Getting a flu vaccine can protect against flu viruses that are the same or related to the viruses in the vaccine. Information about this season’s vaccine can be found at Preventing Seasonal Flu with Vaccination. The seasonal flu vaccine does not protect against influenza C viruses. Additionally, flu vaccines will NOT protect against infection and illness caused by other viruses that also can cause influenza-like symptoms. There are many other non-flu viruses that can result in influenza-like illness (ILI) that spread during flu season.  If people got vaccines high odds there would be less influenza spreading throughout the country you live in or globally with travelers for both pleasure and business.

  • Flu vaccines have been updated to better match circulating viruses [the B/Victoria component was changed and the influenza A(H3N2) component was updated].
  • For the 2018-2019 season, the nasal spray flu vaccine (live attenuated influenza vaccine or “LAIV”) is again a recommended option for influenza vaccination of persons for whom it is otherwise appropriate. The nasal spray is approved for use in non-pregnant individuals, 2 to 49 years old. There is a precaution against the use of LAIV for people with certain underlying medical conditions. All LAIV will be quadrivalent (four-component).”

PMC U.S. National Library of Medicine (National Institutes of Health) states, “the announcement in 2005 that a virus causing fatal influenza during the great influenza pandemic of 1918–1919 had been sequenced in its entirety [], in the laboratory of co-author JKT, has prompted renewed interest in the 1918 virus. The ongoing H5N1 avian influenza epizootic, and the possibility that it might also cause a pandemic [], increase the importance of understanding what happened in 1918. However, in reviewing the scientific approach to unlocking an old puzzle, it is important to note that the sequencing of the 1918 virus took place after more than century of exhaustive and sometimes disheartening efforts to discover the cause of influenza (Figure 1).
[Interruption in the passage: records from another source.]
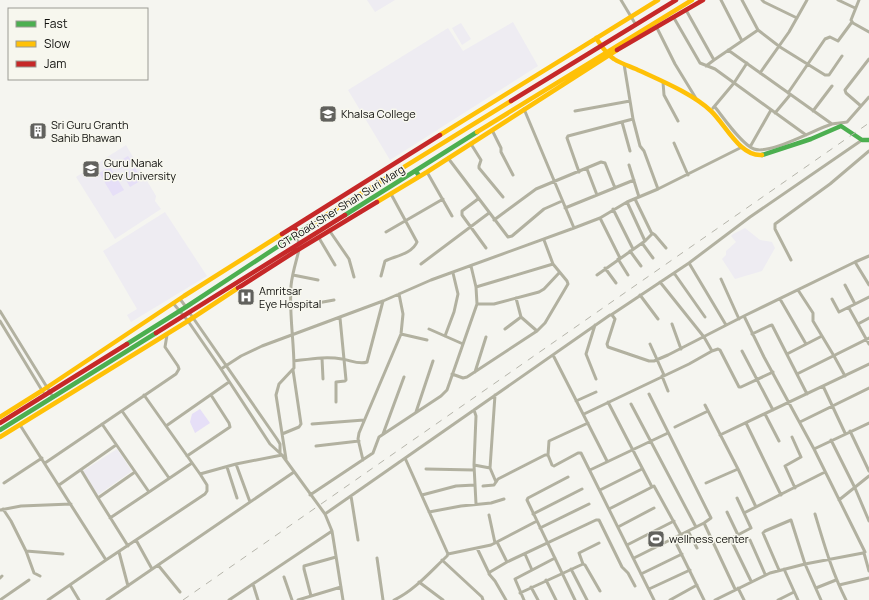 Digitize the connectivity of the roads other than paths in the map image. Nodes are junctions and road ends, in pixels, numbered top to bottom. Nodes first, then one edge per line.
1 (621, 0) edge
2 (658, 0) edge
3 (675, 0) edge
4 (692, 0) edge
5 (703, 0) edge
6 (721, 0) edge
7 (742, 0) edge
8 (762, 0) edge
9 (807, 0) edge
10 (838, 0) edge
11 (859, 0) edge
12 (855, 8) junction
13 (686, 10) junction
14 (631, 17) junction
15 (674, 18) junction
16 (797, 18) junction
17 (852, 22) junction
18 (636, 25) junction
19 (657, 28) junction
20 (758, 30) junction
21 (869, 32) edge
22 (596, 38) junction
23 (742, 40) junction
24 (602, 46) junction
25 (780, 47) junction
26 (728, 50) junction
27 (608, 54) junction
28 (842, 56) dead end
29 (869, 58) edge
30 (714, 60) junction
31 (747, 63) junction
32 (624, 64) junction
33 (808, 64) junction
34 (706, 66) junction
35 (760, 73) junction
36 (663, 82) junction
37 (734, 83) junction
38 (832, 86) dead end
39 (789, 94) junction
40 (869, 97) edge
41 (630, 101) junction
42 (698, 101) junction
43 (861, 106) junction
44 (523, 108) junction
45 (713, 109) junction
46 (575, 111) dead end
47 (813, 111) junction
48 (773, 112) junction
49 (633, 119) junction
50 (678, 121) dead end
51 (622, 122) junction
52 (832, 124) junction
53 (492, 130) junction
54 (806, 135) junction
55 (862, 140) junction
56 (869, 140) edge
57 (674, 143) dead end
58 (471, 144) junction
59 (742, 147) junction
60 (750, 147) junction
61 (630, 151) dead end
62 (869, 151) edge
63 (444, 153) junction
64 (448, 158) junction
65 (629, 164) dead end
66 (587, 169) junction
67 (416, 171) junction
68 (427, 172) junction
69 (579, 172) junction
70 (688, 174) junction
71 (513, 175) dead end
72 (419, 176) junction
73 (634, 180) junction
74 (554, 182) junction
75 (615, 188) junction
76 (388, 189) junction
77 (658, 189) junction
78 (391, 194) junction
79 (597, 195) junction
80 (503, 197) dead end
81 (637, 198) junction
82 (443, 199) junction
83 (478, 199) junction
84 (562, 201) junction
85 (627, 202) junction
86 (565, 208) junction
87 (613, 209) junction
88 (489, 213) junction
89 (452, 216) dead end
90 (600, 218) junction
91 (494, 220) junction
92 (406, 221) junction
93 (294, 227) junction
94 (470, 227) junction
95 (574, 228) junction
96 (329, 229) junction
97 (386, 232) dead end
98 (652, 233) junction
99 (296, 234) junction
100 (318, 238) junction
101 (544, 240) junction
102 (644, 242) junction
103 (300, 244) junction
104 (486, 248) dead end
105 (666, 248) dead end
106 (299, 249) junction
107 (632, 250) junction
108 (869, 256) edge
109 (619, 258) junction
110 (653, 258) dead end
111 (792, 260) dead end
112 (855, 262) junction
113 (689, 263) junction
114 (421, 264) dead end
115 (553, 264) junction
116 (335, 265) dead end
117 (471, 266) junction
118 (641, 266) dead end
119 (605, 268) junction
120 (453, 273) junction
121 (559, 273) junction
122 (674, 273) junction
123 (293, 274) junction
124 (596, 275) dead end
125 (628, 275) dead end
126 (381, 276) dead end
127 (354, 277) dead end
128 (721, 279) dead end
129 (318, 280) dead end
130 (660, 282) junction
131 (616, 284) dead end
132 (845, 284) dead end
133 (869, 285) edge
134 (476, 287) junction
135 (798, 290) junction
136 (399, 294) junction
137 (640, 295) junction
138 (869, 297) edge
139 (516, 298) junction
140 (180, 299) junction
141 (780, 299) junction
142 (832, 299) dead end
143 (334, 300) dead end
144 (383, 301) junction
145 (174, 303) junction
146 (477, 304) junction
147 (855, 304) junction
148 (186, 307) junction
149 (290, 308) junction
150 (849, 308) junction
151 (0, 311) edge
152 (180, 311) junction
153 (189, 312) junction
154 (611, 315) junction
155 (183, 316) junction
156 (744, 316) junction
157 (193, 317) junction
158 (522, 317) junction
159 (705, 317) dead end
160 (340, 318) junction
161 (869, 318) edge
162 (658, 319) dead end
163 (739, 319) junction
164 (0, 321) edge
165 (188, 321) junction
166 (672, 324) dead end
167 (858, 324) junction
168 (595, 325) junction
169 (726, 325) junction
170 (429, 329) dead end
171 (505, 329) dead end
172 (537, 331) junction
173 (168, 333) junction
174 (401, 334) junction
175 (752, 334) junction
176 (292, 335) junction
177 (445, 336) junction
178 (822, 336) junction
179 (486, 337) dead end
180 (704, 337) junction
181 (868, 339) edge
182 (427, 340) dead end
183 (463, 344) junction
184 (650, 344) dead end
185 (806, 344) junction
186 (869, 344) edge
187 (682, 348) junction
188 (712, 351) junction
189 (742, 351) dead end
190 (787, 354) junction
191 (553, 355) junction
192 (834, 356) junction
193 (322, 358) junction
194 (344, 359) junction
195 (658, 360) junction
196 (294, 361) junction
197 (433, 361) dead end
198 (869, 364) edge
199 (226, 366) junction
200 (221, 369) junction
201 (293, 370) junction
202 (475, 372) junction
203 (772, 372) junction
204 (452, 374) junction
205 (796, 374) junction
206 (663, 376) junction
207 (845, 376) junction
208 (404, 377) dead end
209 (323, 379) dead end
210 (596, 379) dead end
211 (757, 380) junction
212 (229, 382) junction
213 (823, 386) junction
214 (48, 387) junction
215 (869, 389) edge
216 (668, 391) dead end
217 (596, 392) dead end
218 (52, 394) junction
219 (649, 394) dead end
220 (807, 394) junction
221 (45, 395) junction
222 (144, 395) junction
223 (211, 395) junction
224 (495, 395) junction
225 (576, 401) junction
226 (336, 402) dead end
227 (608, 402) junction
228 (790, 402) junction
229 (631, 404) dead end
230 (705, 405) dead end
231 (832, 406) junction
232 (474, 410) junction
233 (708, 410) junction
234 (773, 410) junction
235 (122, 411) junction
236 (416, 412) junction
237 (584, 414) junction
238 (765, 414) junction
239 (0, 417) edge
240 (364, 420) junction
241 (588, 422) junction
242 (800, 422) junction
243 (746, 423) junction
244 (869, 423) edge
245 (0, 424) edge
246 (20, 424) junction
247 (102, 424) junction
248 (312, 424) dead end
249 (166, 426) junction
250 (675, 427) dead end
251 (0, 430) edge
252 (850, 431) junction
253 (668, 433) junction
254 (845, 433) junction
255 (282, 434) junction
256 (383, 434) junction
257 (720, 435) junction
258 (0, 437) edge
259 (792, 437) dead end
260 (832, 440) junction
261 (359, 441) junction
262 (650, 441) junction
263 (779, 441) dead end
264 (116, 445) junction
265 (316, 446) dead end
266 (632, 449) junction
267 (814, 449) junction
268 (281, 454) junction
269 (548, 455) junction
270 (187, 456) junction
271 (42, 458) junction
272 (405, 458) junction
273 (363, 460) junction
274 (287, 461) junction
275 (607, 462) junction
276 (45, 463) junction
277 (192, 463) junction
278 (236, 464) junction
279 (474, 465) junction
280 (227, 467) junction
281 (490, 468) junction
282 (426, 469) dead end
283 (642, 469) junction
284 (738, 469) junction
285 (81, 470) junction
286 (474, 470) junction
287 (590, 470) junction
288 (869, 471) edge
289 (135, 472) junction
290 (294, 472) junction
291 (825, 472) junction
292 (200, 474) junction
293 (568, 477) dead end
294 (868, 477) edge
295 (169, 478) junction
296 (496, 482) junction
297 (4, 483) dead end
298 (706, 483) dead end
299 (869, 483) edge
300 (59, 485) junction
301 (475, 486) junction
302 (483, 486) dead end
303 (652, 487) junction
304 (795, 488) junction
305 (855, 488) junction
306 (582, 489) dead end
307 (600, 490) junction
308 (149, 492) junction
309 (310, 495) junction
310 (422, 495) junction
311 (781, 495) junction
312 (351, 496) junction
313 (98, 498) junction
314 (237, 498) dead end
315 (736, 498) dead end
316 (504, 499) dead end
317 (839, 500) junction
318 (250, 502) junction
319 (71, 504) junction
320 (476, 504) junction
321 (589, 504) dead end
322 (654, 508) dead end
323 (756, 508) junction
324 (2, 509) edge
325 (609, 509) junction
326 (429, 512) junction
327 (727, 512) dead end
328 (744, 513) junction
329 (325, 514) junction
330 (533, 514) junction
331 (816, 514) dead end
332 (489, 515) dead end
333 (110, 518) junction
334 (537, 521) junction
335 (674, 521) junction
336 (869, 521) edge
337 (704, 523) junction
338 (618, 527) junction
339 (696, 527) junction
340 (540, 528) junction
341 (332, 530) junction
342 (688, 531) junction
343 (681, 535) junction
344 (738, 535) junction
345 (674, 538) junction
346 (136, 540) junction
347 (358, 540) dead end
348 (750, 540) dead end
349 (496, 542) junction
350 (598, 543) dead end
351 (548, 544) junction
352 (627, 545) junction
353 (128, 546) junction
354 (477, 548) junction
355 (697, 548) dead end
356 (26, 551) junction
357 (869, 551) edge
358 (119, 552) junction
359 (864, 552) junction
360 (63, 554) dead end
361 (448, 554) junction
362 (525, 554) junction
363 (682, 554) junction
364 (336, 557) junction
365 (377, 558) dead end
366 (555, 558) junction
367 (634, 558) junction
368 (106, 560) junction
369 (442, 560) junction
370 (828, 560) junction
371 (507, 562) junction
372 (583, 564) junction
373 (805, 564) junction
374 (158, 565) junction
375 (152, 569) junction
376 (571, 569) junction
377 (784, 569) junction
378 (532, 570) junction
379 (690, 570) junction
380 (779, 570) junction
381 (869, 571) edge
382 (489, 573) junction
383 (562, 573) junction
384 (642, 574) junction
385 (765, 574) junction
386 (40, 576) dead end
387 (284, 577) dead end
388 (869, 578) edge
389 (29, 580) dead end
390 (546, 580) junction
391 (836, 580) junction
392 (751, 581) junction
393 (419, 582) junction
394 (253, 584) junction
395 (70, 585) junction
396 (697, 585) junction
397 (839, 585) junction
398 (128, 586) junction
399 (635, 586) dead end
400 (341, 587) junction
401 (532, 587) junction
402 (736, 588) junction
403 (816, 588) junction
404 (649, 589) junction
405 (180, 592) dead end
406 (520, 592) junction
407 (600, 592) dead end
408 (794, 592) junction
409 (311, 596) junction
410 (402, 598) edge
411 (0, 600) edge
412 (48, 600) edge
413 (79, 600) edge
414 (107, 600) edge
415 (229, 600) edge
416 (258, 600) edge
417 (292, 600) edge
418 (298, 600) edge
419 (343, 600) edge
420 (383, 600) edge
421 (394, 600) edge
422 (443, 600) edge
423 (483, 600) edge
424 (506, 600) edge
425 (524, 600) edge
426 (538, 600) edge
427 (556, 600) edge
428 (575, 600) edge
429 (587, 600) edge
430 (654, 600) edge
431 (670, 600) edge
432 (704, 600) edge
433 (715, 600) edge
434 (744, 600) edge
435 (780, 600) edge
436 (798, 600) edge
437 (822, 600) edge
438 (846, 600) edge

1 - 14 street
2 - 14 main road
3 - 18 main road, GT Road;Sher Shah Suri Marg
4 - 27 main road, GT Road;Sher Shah Suri Marg
5 - 13 main road
6 - 23 street
7 - 20 street
8 - 16 street
9 - 16 street
10 - 12 street
11 - 12 street
12 - 17 street
13 - 15 main road
13 - 30 street
14 - 18 street
14 - 22 main road
15 - 19 main road
15 - 34 street
16 - 25 street
17 - 21 street
17 - 33 street
18 - 24 main road, GT Road;Sher Shah Suri Marg
19 - 27 main road
19 - 42 street
20 - 23 street
20 - 25 street
22 - 24 main road
22 - 93 main road
23 - 26 street
24 - 27 main road
24 - 99 main road, GT Road;Sher Shah Suri Marg
25 - 33 street
25 - 35 street
26 - 30 street
26 - 31 street
27 - 32 main road
27 - 44 main road, GT Road;Sher Shah Suri Marg
28 - 33 street
29 - 43 street
30 - 34 street
31 - 35 street
31 - 37 street
32 - 36 main road
32 - 41 street
33 - 39 street
34 - 37 street
35 - 39 street
36 - 42 main road
36 - 50 street
37 - 45 street
37 - 48 street
38 - 47 street
39 - 47 street
39 - 48 street
40 - 43 street
41 - 46 street
41 - 49 street
42 - 45 main road
43 - 52 street
44 - 53 main road
44 - 63 main road, GT Road;Sher Shah Suri Marg
44 - 74 street
45 - 59 main road
45 - 60 street
47 - 52 street
48 - 54 street
48 - 60 street
49 - 51 street
49 - 77 street
51 - 61 street
51 - 69 street
52 - 54 street
53 - 58 main road
53 - 71 street
54 - 60 street
55 - 56 main road
55 - 59 main road
55 - 113 street
57 - 70 street
58 - 64 main road
58 - 80 street
59 - 70 street
62 - 111 street
63 - 64 street
63 - 67 main road, GT Road;Sher Shah Suri Marg
64 - 68 main road
64 - 83 street
65 - 73 street
66 - 69 street
66 - 75 street
66 - 79 street
67 - 72 main road
67 - 76 main road, GT Road;Sher Shah Suri Marg
68 - 72 main road
68 - 82 street
69 - 74 street
70 - 77 street
72 - 78 main road
73 - 75 street
73 - 81 street
74 - 84 street
74 - 91 street
75 - 79 street
76 - 78 street
76 - 96 main road, GT Road;Sher Shah Suri Marg
77 - 81 street
78 - 92 street
78 - 96 main road
79 - 86 street
81 - 85 street
81 - 98 street
82 - 89 street
82 - 92 street
83 - 88 street
83 - 94 street
84 - 86 street
84 - 91 street
85 - 87 street
85 - 102 street
86 - 95 street
87 - 90 street
87 - 107 street
88 - 91 street
88 - 94 street
90 - 95 street
90 - 109 street
92 - 97 street
92 - 126 street
93 - 99 main road
93 - 140 main road
94 - 104 street
94 - 114 street
95 - 101 street
96 - 100 main road
96 - 103 main road, GT Road;Sher Shah Suri Marg
96 - 127 street
98 - 102 street
98 - 105 street
99 - 103 street
99 - 148 main road, GT Road;Sher Shah Suri Marg
100 - 106 main road
100 - 116 street
101 - 115 street
101 - 117 street
102 - 107 street
102 - 110 street
103 - 106 street
103 - 153 main road, GT Road;Sher Shah Suri Marg
106 - 123 street
106 - 157 main road
107 - 109 street
107 - 118 street
108 - 112 street
109 - 119 street
109 - 125 street
112 - 133 street
112 - 135 street
113 - 122 street
113 - 169 street
115 - 121 street
115 - 134 street
117 - 120 street
117 - 134 street
119 - 124 street
119 - 131 street
120 - 136 street
120 - 177 street
121 - 139 street
121 - 172 street
122 - 130 street
122 - 159 street
123 - 129 street
123 - 149 street
128 - 163 street
130 - 137 street
130 - 180 street
132 - 147 street
134 - 146 street
135 - 141 street
135 - 178 street
136 - 144 street
136 - 174 street
137 - 154 street
137 - 162 street
138 - 147 street
139 - 146 street
139 - 158 street
140 - 145 main road
140 - 148 street
141 - 156 street
141 - 185 street
142 - 150 street
143 - 149 street
144 - 160 street
144 - 194 street
145 - 152 street
145 - 214 main road
146 - 183 street
147 - 150 street
148 - 152 main road, GT Road;Sher Shah Suri Marg
148 - 153 street
149 - 176 street
150 - 167 street
151 - 214 street
152 - 155 street
152 - 218 main road, GT Road;Sher Shah Suri Marg
153 - 155 main road, GT Road;Sher Shah Suri Marg
153 - 157 street
154 - 168 street
154 - 195 street
155 - 165 street
155 - 218 main road, GT Road;Sher Shah Suri Marg
156 - 163 street
156 - 175 street
157 - 165 main road
157 - 199 street
158 - 171 street
158 - 172 street
160 - 176 street
160 - 194 street
161 - 167 street
163 - 169 street
164 - 221 street
165 - 173 main road
165 - 200 street
166 - 187 street
167 - 181 street
168 - 191 street
168 - 210 street
169 - 180 street
170 - 177 street
172 - 202 street
173 - 222 street
173 - 246 main road
174 - 182 street
174 - 240 street
175 - 190 street
175 - 203 street
176 - 196 street
176 - 199 street
177 - 183 street
178 - 185 street
178 - 192 street
179 - 202 street
180 - 187 street
180 - 188 street
181 - 186 street
181 - 192 street
183 - 204 street
184 - 195 street
185 - 190 street
187 - 195 street
188 - 206 street
188 - 211 street
189 - 211 street
190 - 205 street
191 - 224 street
191 - 225 street
192 - 205 street
192 - 207 street
193 - 194 street
193 - 196 street
193 - 209 street
194 - 226 street
195 - 206 street
196 - 201 street
197 - 236 street
198 - 207 street
199 - 200 street
199 - 268 street
200 - 212 street
201 - 255 street
201 - 255 street
202 - 204 street
203 - 211 street
203 - 228 street
204 - 236 street
205 - 220 street
206 - 216 street
206 - 227 street
207 - 213 street
208 - 256 street
211 - 234 street
212 - 223 street
212 - 268 street
213 - 220 street
213 - 231 street
214 - 218 street
214 - 221 main road
215 - 231 street
217 - 225 street
218 - 221 main road, GT Road;Sher Shah Suri Marg
219 - 253 street
220 - 228 street
221 - 239 main road
221 - 245 main road, GT Road;Sher Shah Suri Marg
221 - 251 main road, GT Road;Sher Shah Suri Marg
222 - 235 street
222 - 249 street
223 - 249 street
223 - 270 street
224 - 232 street
224 - 281 street
225 - 237 street
227 - 237 street
227 - 266 street
228 - 234 street
228 - 242 street
229 - 262 street
230 - 233 street
231 - 242 street
231 - 254 street
232 - 272 street
232 - 279 street
233 - 250 street
233 - 257 street
234 - 238 street
235 - 247 street
235 - 295 street
236 - 256 street
237 - 241 street
238 - 243 street
238 - 263 street
240 - 248 street
240 - 261 street
241 - 269 street
241 - 275 street
242 - 267 street
243 - 257 street
243 - 311 street
244 - 252 street
246 - 258 main road
246 - 271 street
247 - 264 street
247 - 276 street
249 - 270 street
252 - 254 street
252 - 288 street
253 - 262 street
253 - 337 street
254 - 260 street
255 - 274 street
256 - 273 street
257 - 284 street
259 - 304 street
260 - 267 street
260 - 305 street
261 - 265 street
261 - 273 street
262 - 266 street
262 - 339 street
264 - 285 street
264 - 289 street
266 - 275 street
266 - 283 street
267 - 291 street
268 - 274 street
268 - 278 street
269 - 287 street
269 - 296 street
270 - 277 street
271 - 276 street
271 - 297 street
272 - 310 street
272 - 312 street
273 - 309 street
274 - 290 street
275 - 287 street
276 - 300 street
277 - 292 street
277 - 295 street
278 - 280 street
278 - 318 street
279 - 281 street
279 - 286 street
280 - 292 street
280 - 314 street
281 - 296 street
282 - 286 street
283 - 303 street
283 - 307 street
284 - 298 street
284 - 323 street
285 - 300 street
285 - 313 street
286 - 301 street
287 - 307 street
289 - 308 street
289 - 313 street
290 - 309 street
290 - 318 street
291 - 304 street
291 - 317 street
292 - 346 street
293 - 330 street
294 - 299 street
294 - 305 street
295 - 308 street
296 - 302 street
300 - 319 street
301 - 310 street
301 - 320 street
303 - 325 street
303 - 335 street
304 - 311 street
305 - 317 street
305 - 336 street
306 - 330 street
307 - 325 street
308 - 333 street
309 - 329 street
310 - 326 street
311 - 323 street
312 - 329 street
312 - 347 street
313 - 333 street
315 - 328 street
316 - 320 street
317 - 359 street
318 - 374 street
319 - 324 street
319 - 368 street
320 - 326 street
321 - 340 street
322 - 338 street
323 - 328 street
324 - 356 street
325 - 338 street
326 - 361 street
327 - 344 street
328 - 344 street
329 - 341 street
330 - 334 street
331 - 370 street
332 - 349 street
333 - 353 street
334 - 340 street
334 - 349 street
335 - 343 street
335 - 352 street
337 - 339 street
337 - 402 street
338 - 352 street
339 - 342 street
340 - 351 street
341 - 364 street
341 - 394 street
342 - 343 street
342 - 355 street
343 - 345 street
344 - 392 street
345 - 363 street
345 - 367 street
346 - 353 street
346 - 375 street
348 - 385 street
349 - 354 street
349 - 371 street
350 - 372 street
351 - 362 street
351 - 366 street
351 - 399 street
352 - 367 street
353 - 358 street
354 - 361 street
354 - 382 street
356 - 360 street
356 - 386 street
357 - 359 street
358 - 368 street
358 - 398 street
359 - 370 street
359 - 381 street
361 - 369 street
362 - 371 street
362 - 378 street
363 - 379 street
363 - 384 street
364 - 400 street
364 - 409 street
365 - 420 street
366 - 378 street
366 - 383 street
367 - 384 street
368 - 395 street
369 - 393 street
369 - 423 street
370 - 373 street
370 - 391 street
371 - 382 street
372 - 376 street
372 - 407 street
373 - 377 street
373 - 380 street
373 - 403 street
374 - 375 street
374 - 405 street
375 - 398 street
376 - 383 street
376 - 429 street
377 - 380 street
377 - 408 street
378 - 406 street
379 - 396 street
379 - 404 street
380 - 385 street
382 - 424 street
383 - 390 street
383 - 428 street
384 - 404 street
385 - 392 street
387 - 417 street
388 - 397 street
389 - 411 street
390 - 401 street
390 - 427 street
391 - 397 street
391 - 403 street
392 - 402 street
393 - 410 street
393 - 422 street
394 - 415 street
394 - 416 street
395 - 412 street
395 - 413 street
396 - 431 street
396 - 432 street
397 - 438 street
398 - 414 street
400 - 409 street
400 - 419 street
401 - 406 street
401 - 426 street
402 - 433 street
402 - 434 street
403 - 437 street
404 - 430 street
406 - 425 street
408 - 435 street
408 - 436 street
409 - 418 street
410 - 421 street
Indeed, the influenza search not only pre-dated the great pandemic of 1918, but also attracted the efforts of some of the greatest researchers of the 19th and 20th centuries. Along the way, the new fields of bacteriology and virology were advanced, and a productive marriage between microbiology, epidemiology and experimental science began. In describing here the 10-year effort (1995–2005) to sequence the genome of the 1918 pandemic influenza virus, we attempt also to place it within this important historical perspective.”

Influenza virus C is a genus in the virus family Orthomyxoviridae, which includes the viruses that cause influenza.  Nearly all adults have been infected with influenza C virus, which causes mild upper respiratory infections. Cold-like symptoms are associated with the virus including fever (38-40ᵒC=100.4 to 104F), dry cough, rhinorrhea (nasal discharge), headache, muscle pain, and achiness. The virus may lead to more severe infections such as bronchitis and pneumonia.  Lower tract complications are rare.  There is no vaccine against influenza C virus.

The species in this genus is called Influenza C virus. Influenza C viruses are known to infect humans and pigs.

Influenza D viruses primarily affect cattle and are not known to infect or cause illness in people.